WHERE lower(email) = '...'won't use an index onemail— create a functional index. - Is
random_page_costtuned for SSDs? Default is 4.0 (HDD); set to 1.1 for SSD storage to make index scans more attractive.
-- Run ANALYZE to refresh statistics
ANALYZE orders;
-- Tune cost parameters for SSD (session level)
SET random_page_cost = 1.1;
SET effective_cache_size = '4GB';
EXPLAIN ANALYZE SELECT * FROM orders WHERE customer_id = 42;
Rule of thumb: stale statistics cause the planner to choose bad plans
more often than missing indexes. Always ANALYZE before concluding that an
index isn't working.
The N+1 problem occurs when code fetches a list of N parent records and then issues one additional query per record to load its children — totalling N+1 round-trips instead of 1.
-- N+1: 1 query for customers + N queries for orders (one per customer)

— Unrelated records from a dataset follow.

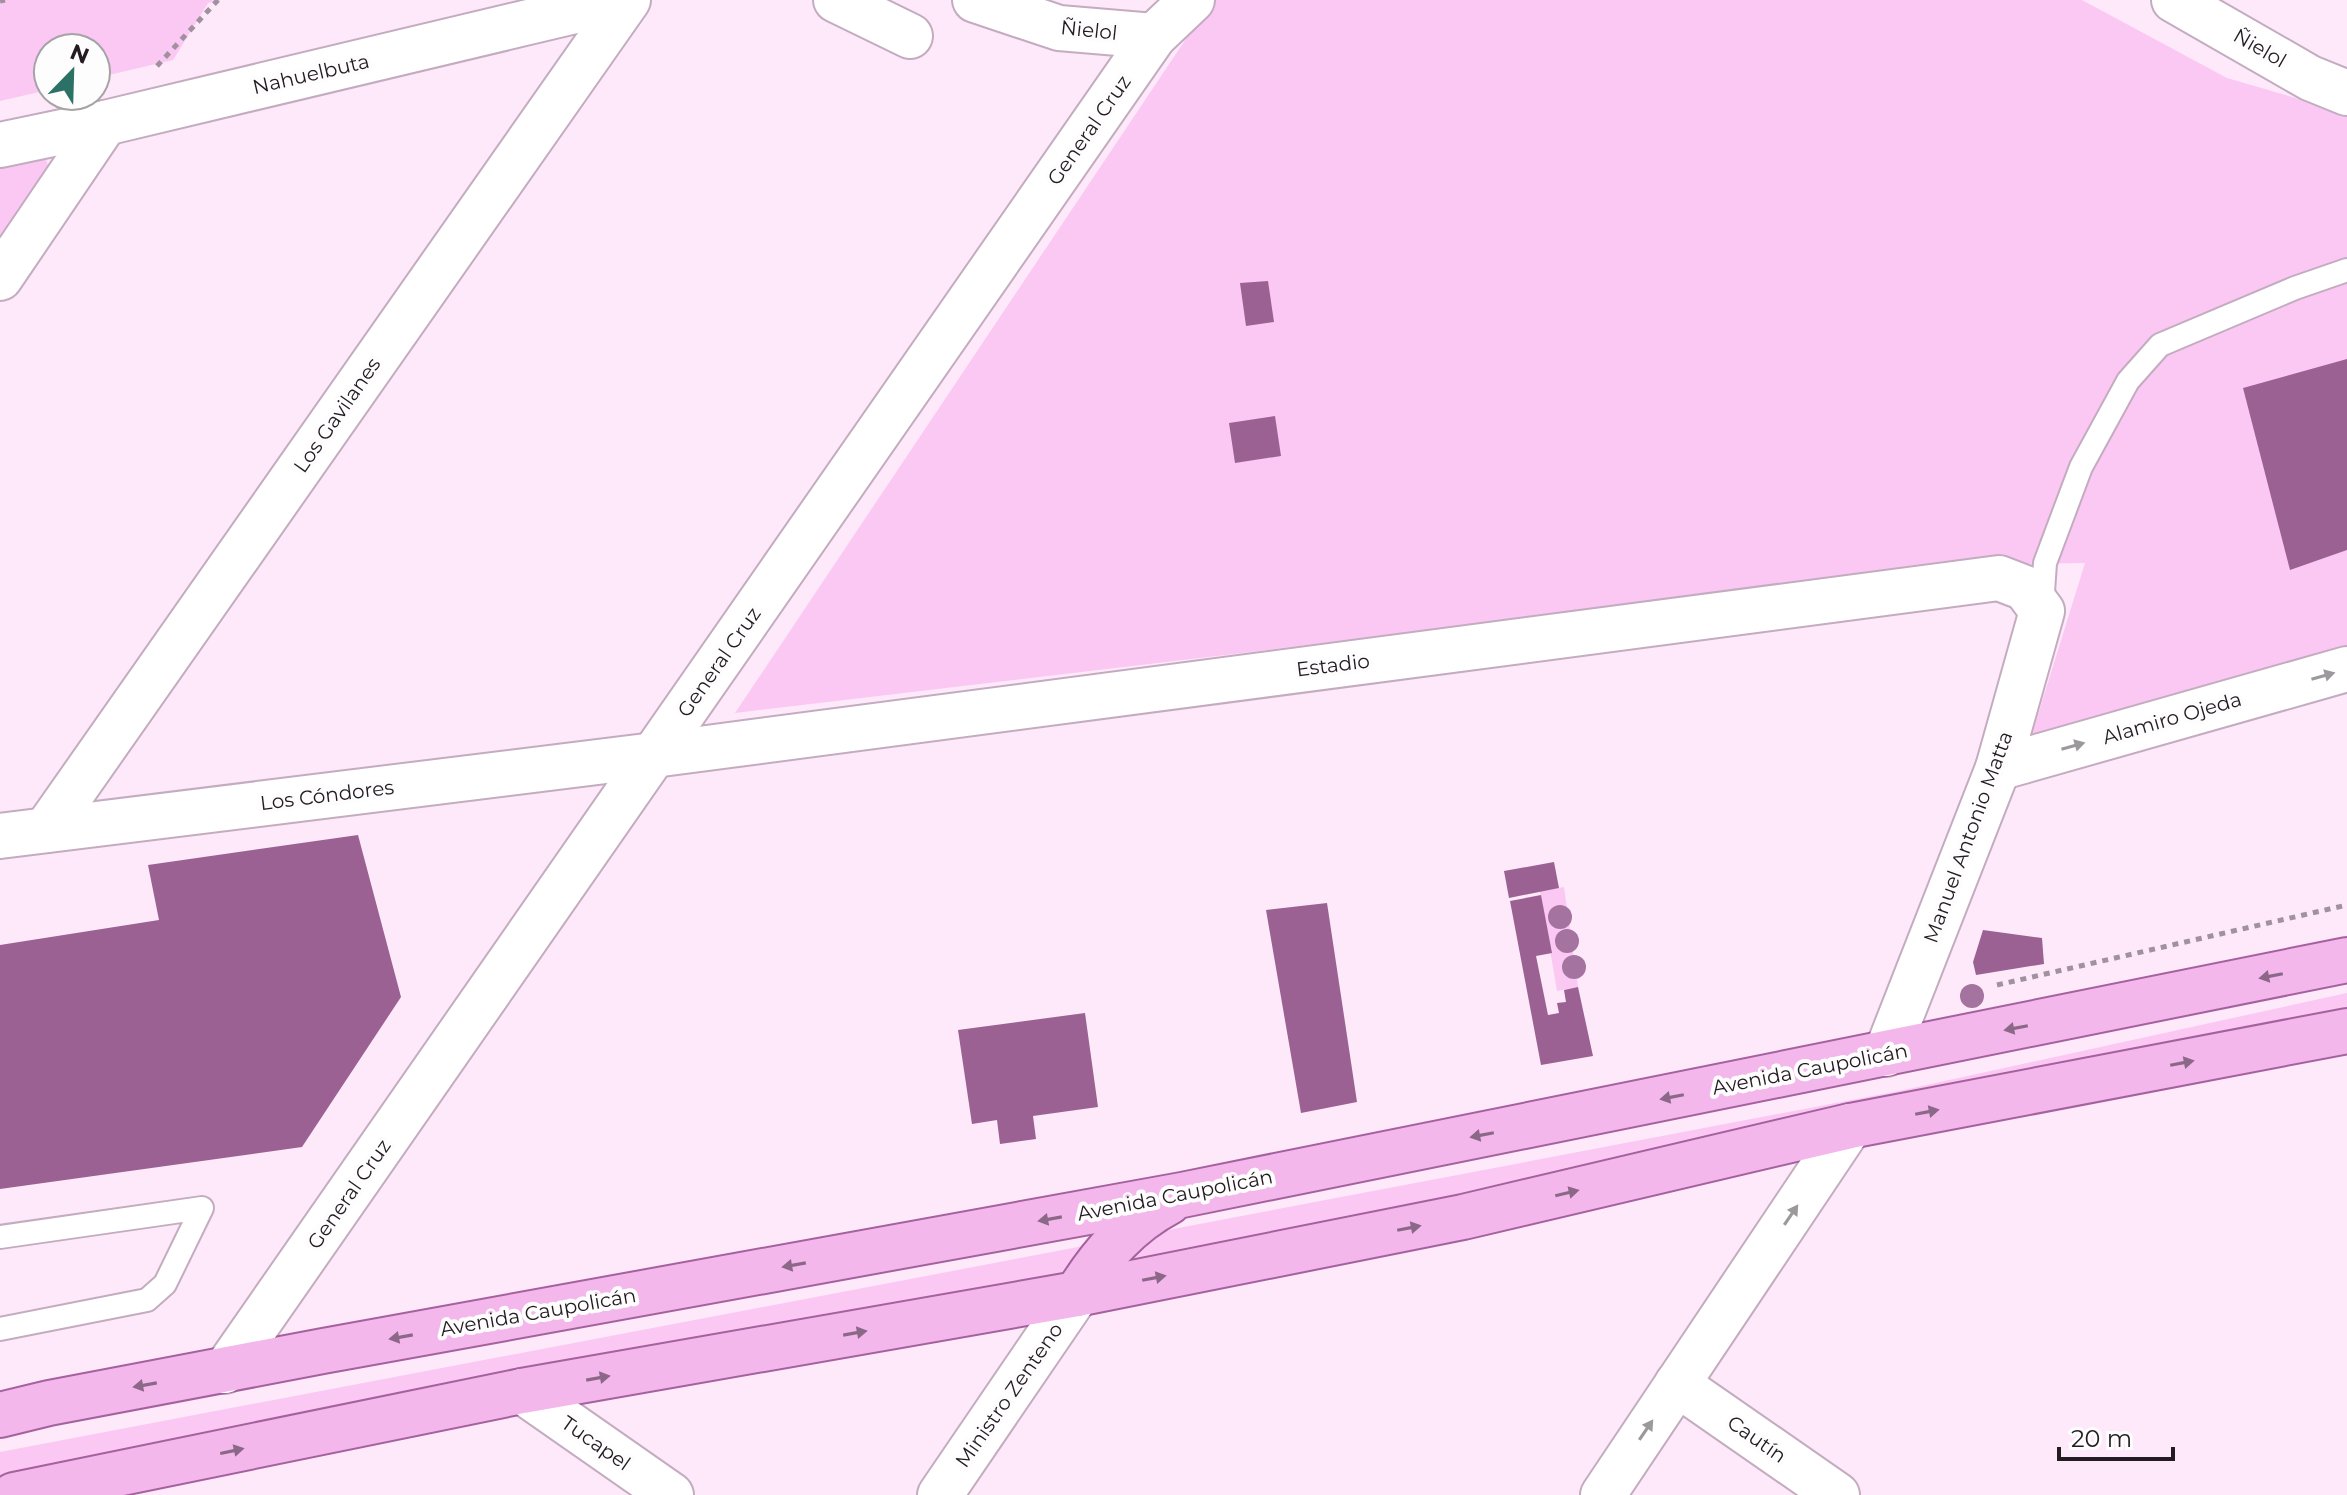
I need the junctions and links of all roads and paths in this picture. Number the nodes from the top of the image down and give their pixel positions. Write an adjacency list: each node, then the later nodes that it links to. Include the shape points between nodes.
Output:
1 (218, 0): 10 (path)
2 (621, 0): 12 (street, Nahuelbuta)
3 (628, 0): 20 (street, Los Gavilanes)
4 (836, 0): 8 (street)
5 (975, 0): 9 (street, Ñielol, via 1059,28)
6 (1192, 0): 9 (street)
7 (2174, 0): 11 (street, Ñielol, via 2310,78)
8 (910, 36)
9 (1154, 36): 18 (street, General Cruz)
10 (157, 67)
11 (2347, 93)
12 (105, 123): 13 (street, Nahuelbuta); 15 (street)
13 (0, 145)
14 (2347, 270): 16 (lane, via 2160,345 2128,381 2081,467)
15 (0, 278)
16 (2027, 596): 18 (street, Estadio, via 1999,578); 19 (street, Manuel Antonio Matta)
17 (2347, 669): 19 (street, Alamiro Ojeda, one-way to 17)
18 (654, 755): 20 (street, Los Cóndores); 31 (street, General Cruz)
19 (1998, 768): 26 (street, Manuel Antonio Matta)
20 (46, 830): 21 (street, Los Cóndores)
21 (0, 836)
22 (2347, 905): 24 (path)
23 (2347, 960): 26 (main road, Avenida Caupolicán, one-way to 26)
24 (1989, 987)
25 (2347, 1031): 27 (main road, one-way to 25)
26 (1886, 1054): 28 (main road, via 1856,1106 1837,1122); 29 (main road, Avenida Caupolicán, one-way to 29)
27 (1850, 1126): 28 (main road); 36 (street, one-way to 27)
28 (1792, 1140): 32 (main road, one-way to 28, via 1463,1217)
29 (1182, 1195): 32 (main road, via 1119,1238); 34 (main road, Avenida Caupolicán, one-way to 34)
30 (0, 1237): 33 (lane, via 202,1208 165,1284 147,1300)
31 (283, 1288): 34 (street, via 283,1310 294,1328); 35 (street, General Cruz)
32 (1077, 1294): 37 (main road, one-way to 32); 42 (street, Ministro Zenteno)
33 (0, 1329)
34 (323, 1351): 35 (main road, Avenida Caupolicán)
35 (225, 1371): 38 (main road, Avenida Caupolicán, one-way to 38)
36 (1677, 1384): 43 (street, one-way to 36); 44 (street, Cautín)
37 (522, 1391): 39 (main road, one-way to 37); 41 (street, Tucapel)
38 (0, 1415)
39 (146, 1481): 40 (main road)
40 (14, 1495)
41 (671, 1495)
42 (940, 1495)
43 (1603, 1495)
44 (1837, 1495)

SELECT id, name FROM customers WHERE active = TRUE; -- → N rows
-- then in a loop:
SELECT * FROM orders WHERE customer_id = ?; -- N times
-- Fix: JOIN or subquery — 1 round-trip total
SELECT c.id, c.name, o.id AS order_id, o.total
FROM customers c
LEFT JOIN orders o ON o.customer_id = c.id
WHERE c.active = TRUE;
-- Or use a lateral join to get the latest order per customer
SELECT c.id, c.name, latest.total
FROM customers c
LEFT JOIN LATERAL (
SELECT total FROM orders WHERE customer_id = c.id
ORDER BY created_at DESC LIMIT 1
) latest ON TRUE
WHERE c.active = TRUE;
Rule of thumb: if application logs show many nearly-identical queries
differing only by a primary key value, you have an N+1 problem. Fix it with
a JOIN, an IN (...) batch fetch, or a lateral join.

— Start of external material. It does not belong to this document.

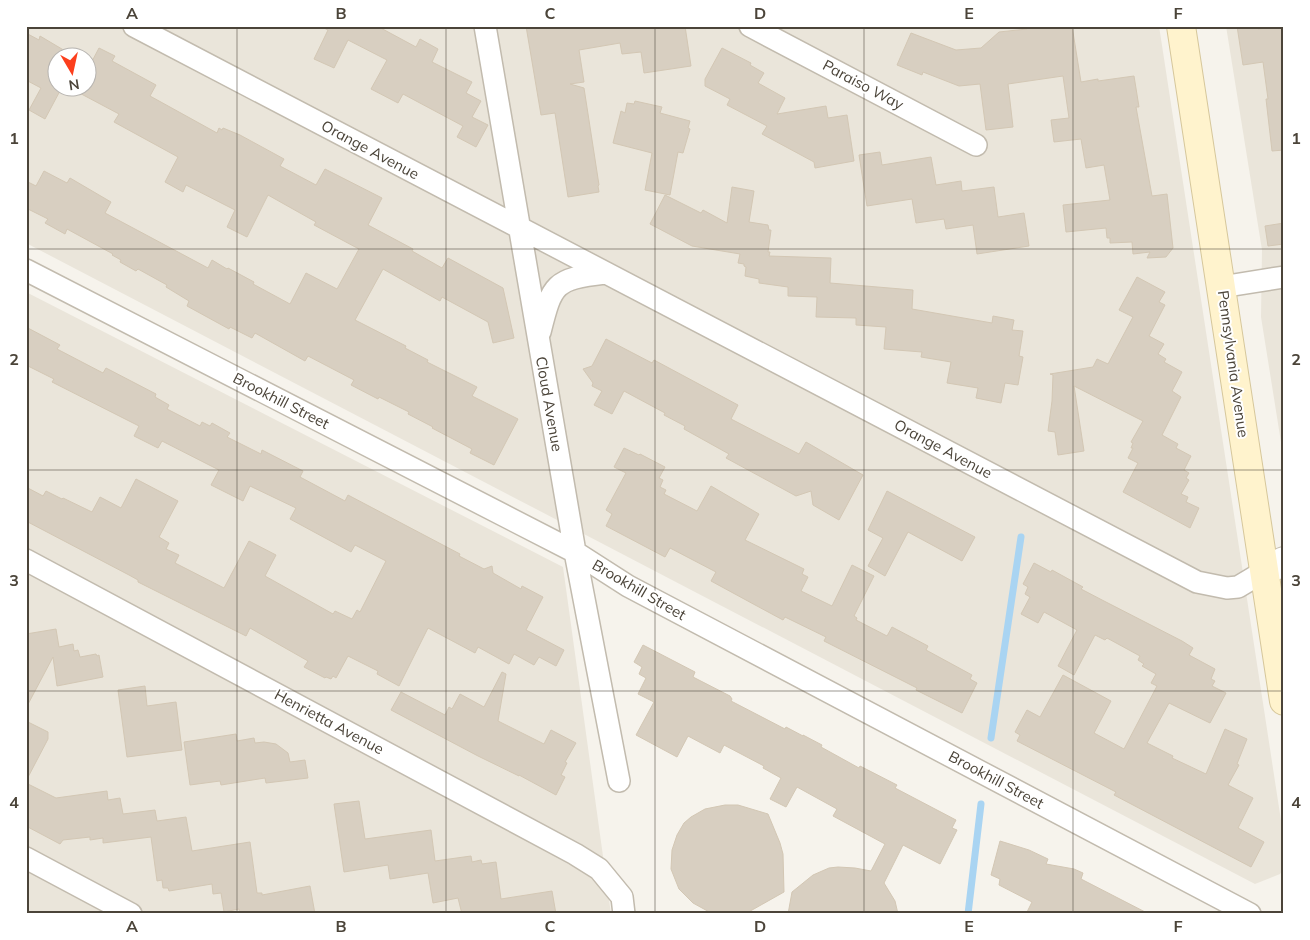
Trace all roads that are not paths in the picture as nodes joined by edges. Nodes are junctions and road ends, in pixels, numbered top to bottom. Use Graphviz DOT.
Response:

The query planner chooses from three physical join algorithms:
- Nested Loop Join — for each row in the outer table, scan the inner table (optionally using an index). O(N × M) worst case. Best when the outer set is very small or an index on the inner table makes the inner scan cheap.
- Hash Join — build a hash table from the smaller side, then probe it with each row from the larger side. O(N + M). Best for large unsorted inputs with no useful index.

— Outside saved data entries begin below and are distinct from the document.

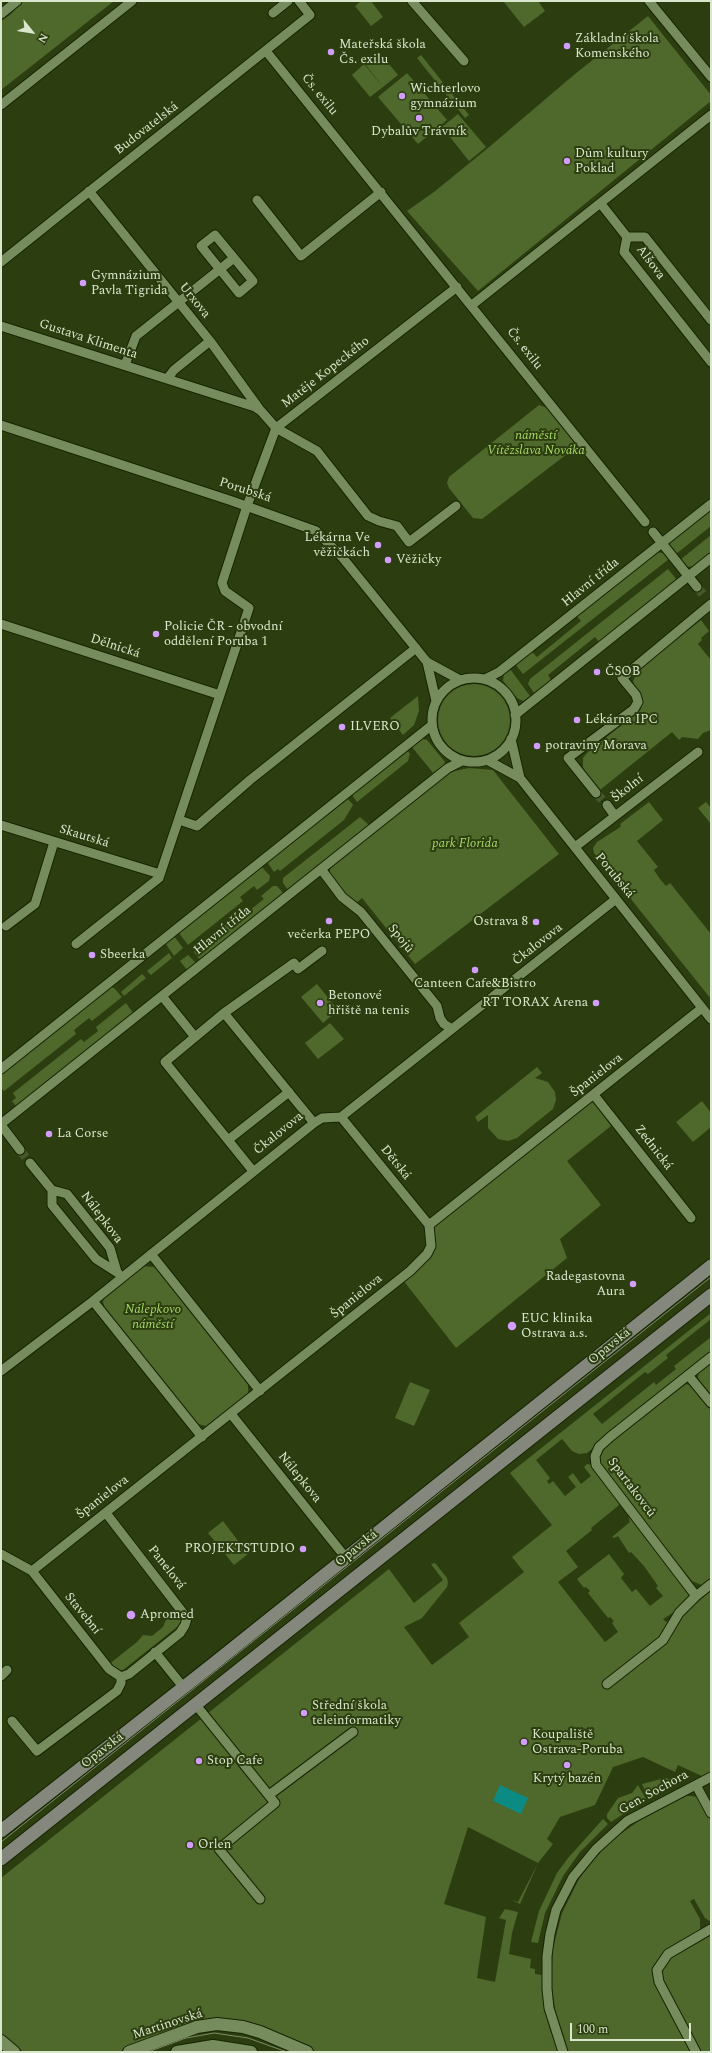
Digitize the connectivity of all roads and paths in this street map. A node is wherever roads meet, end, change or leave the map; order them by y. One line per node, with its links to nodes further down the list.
1 (17, 1): 8 (street)
2 (132, 1): 12 (street)
3 (288, 1): 7 (street)
4 (299, 1): 9 (street, Budovatelská)
5 (412, 1): 10 (street)
6 (649, 1): 11 (street)
7 (272, 13)
8 (1, 14)
9 (266, 51): 14 (street, Budovatelská); 15 (street, Čs. exilu)
10 (464, 61)
11 (711, 77)
12 (1, 105)
13 (711, 115): 17 (street)
14 (89, 191): 20 (street, Budovatelská); 23 (street, Urxova)
15 (381, 192): 16 (street); 22 (street, Čs. exilu)
16 (257, 200)
17 (601, 204): 18 (street); 24 (street)
18 (627, 237): 25 (street, Alšova); 28 (street, Alšova)
19 (234, 258): 21 (street); 21 (street); 21 (street)
20 (1, 262)
21 (220, 270): 23 (street)
22 (457, 286): 24 (street, Čs. exilu); 33 (street, Matěje Kopeckého)
23 (178, 302): 27 (street, Urxova); 29 (street)
24 (472, 304): 37 (street, Čs. exilu)
25 (711, 320)
26 (1, 326): 29 (street, Gustava Klimenta)
27 (210, 341): 30 (street); 31 (street, Urxova)
28 (711, 362)
29 (125, 365): 30 (street, Gustava Klimenta)
30 (167, 379): 31 (street, Gustava Klimenta)
31 (261, 411): 33 (street, Gustava Klimenta)
32 (1, 425): 35 (street, Porubská)
33 (276, 428): 35 (street); 36 (street, Gustava Klimenta)
34 (711, 504): 39 (street, Hlavní třída)
35 (247, 506): 45 (street, Porubská); 49 (street)
36 (456, 506)
37 (645, 522)
38 (653, 532): 39 (street)
39 (662, 543): 41 (street); 47 (street, Hlavní třída)
40 (711, 558): 41 (street)
41 (688, 576): 42 (street); 51 (street)
42 (697, 587)
43 (709, 603): 58 (street)
44 (1, 624): 49 (street, Dělnická)
45 (416, 648): 46 (street, Porubská); 61 (street)
46 (427, 662): 48 (street, Porubská); 50 (street, Porubská)
47 (485, 679): 48 (street); 51 (street)
48 (460, 680): 50 (street)
49 (220, 695): 61 (street)
50 (436, 701): 52 (street)
51 (516, 715): 53 (street)
52 (432, 725): 56 (street); 77 (street)
53 (511, 739): 55 (street); 57 (street)
54 (698, 752): 60 (street, Školní)
55 (487, 760): 56 (street); 57 (street, Porubská)
56 (462, 761): 65 (street, Hlavní třída)
57 (520, 778): 64 (street, Porubská)
58 (596, 793)
59 (607, 805): 60 (street)
60 (615, 816): 64 (street, Školní)
61 (179, 820): 66 (street)
62 (1, 825): 63 (street, Skautská)
63 (54, 842): 66 (street, Skautská); 68 (street)
64 (575, 847): 67 (street, Porubská)
65 (321, 869): 71 (street, Hlavní třída); 75 (street, Spojů)
66 (160, 874): 69 (street)
67 (616, 899): 72 (street, Porubská); 75 (street, Čkalovova)
68 (6, 926)
69 (76, 944)
70 (322, 951): 73 (street)
71 (162, 996): 76 (street); 82 (street, Hlavní třída)
72 (702, 1008): 74 (street, Porubská); 79 (street, Španielova)
73 (224, 1013): 76 (street); 78 (street)
74 (711, 1019)
75 (452, 1029): 80 (street, Čkalovova)
76 (195, 1037): 83 (street)
77 (1, 1069)
78 (289, 1092): 81 (street); 83 (street)
79 (594, 1095): 88 (street, Zednická); 89 (street, Španielova)
80 (341, 1117): 81 (street, Čkalovova); 89 (street, Dětská)
81 (314, 1123): 86 (street, Čkalovova)
82 (1, 1124): 84 (street)
83 (228, 1140): 86 (street)
84 (20, 1150)
85 (30, 1163): 87 (street, Nálepkova)
86 (253, 1171): 90 (street, Čkalovova)
87 (52, 1190): 92 (street, Nálepkova); 92 (street, Nálepkova)
88 (691, 1218)
89 (429, 1225): 98 (street, Španielova)
90 (152, 1254): 92 (street, Čkalovova); 98 (street)
91 (711, 1266): 104 (main road, Opavská)
92 (120, 1275): 94 (street, Čkalovova)
93 (711, 1295): 112 (main road, Opavská)
94 (93, 1300): 96 (street, Čkalovova); 101 (street)
95 (711, 1357): 97 (street, Spartakovců)
96 (1, 1371)
97 (688, 1375): 99 (street); 107 (street, Spartakovců)
98 (260, 1391): 100 (street, Španielova)
99 (711, 1403)
100 (231, 1414): 101 (street, Španielova); 104 (street, Nálepkova)
101 (202, 1438): 102 (street, Španielova)
102 (106, 1513): 105 (street, Španielova); 108 (street, Panelová)
103 (1, 1554): 105 (street)
104 (346, 1558): 111 (main road, Opavská)
105 (32, 1571): 109 (street, Stavební)
106 (711, 1584): 107 (street)
107 (696, 1596): 110 (street)
108 (155, 1652): 109 (street, Panelová); 111 (street)
109 (122, 1677): 113 (street)
110 (607, 1684)
111 (184, 1688): 119 (main road, Opavská)
112 (196, 1705): 117 (street); 120 (main road, Opavská)
113 (12, 1721)
114 (353, 1732): 117 (street)
115 (711, 1777): 116 (street, Gen. Sochora)
116 (696, 1786): 118 (street); 129 (street, Gen. Sochora)
117 (269, 1795): 121 (street)
118 (711, 1814)
119 (2, 1828)
120 (1, 1859)
121 (260, 1899)
122 (711, 1929): 130 (street)
123 (1, 2041): 124 (street)
124 (14, 2052)
125 (129, 2052): 128 (street, Martinovská)
126 (177, 2052): 127 (street)
127 (251, 2052)
128 (307, 2052)
129 (564, 2052)
130 (696, 2052)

- Merge Join — sort both sides by the join key, then merge in O(N + M). Best when both sides are already sorted (e.g., both have B-tree index scans in join-key order).
-- Force a specific strategy (Postgres — for testing only)
SET enable_hashjoin = off;
SET enable_mergejoin = off;
EXPLAIN SELECT * FROM orders o JOIN customers c ON c.id = o.customer_id;
-- Now forced to Nested Loop
Rule of thumb: trust the optimizer to pick the right join strategy. Add an index on the join column of the larger table to make nested-loop joins efficient, and ensure statistics are current so the planner estimates set sizes correctly.
Statistics are metadata the query planner uses to estimate how many rows a filter will return — column histograms, most common values, null fractions, and row counts. Stale statistics lead to bad execution plans.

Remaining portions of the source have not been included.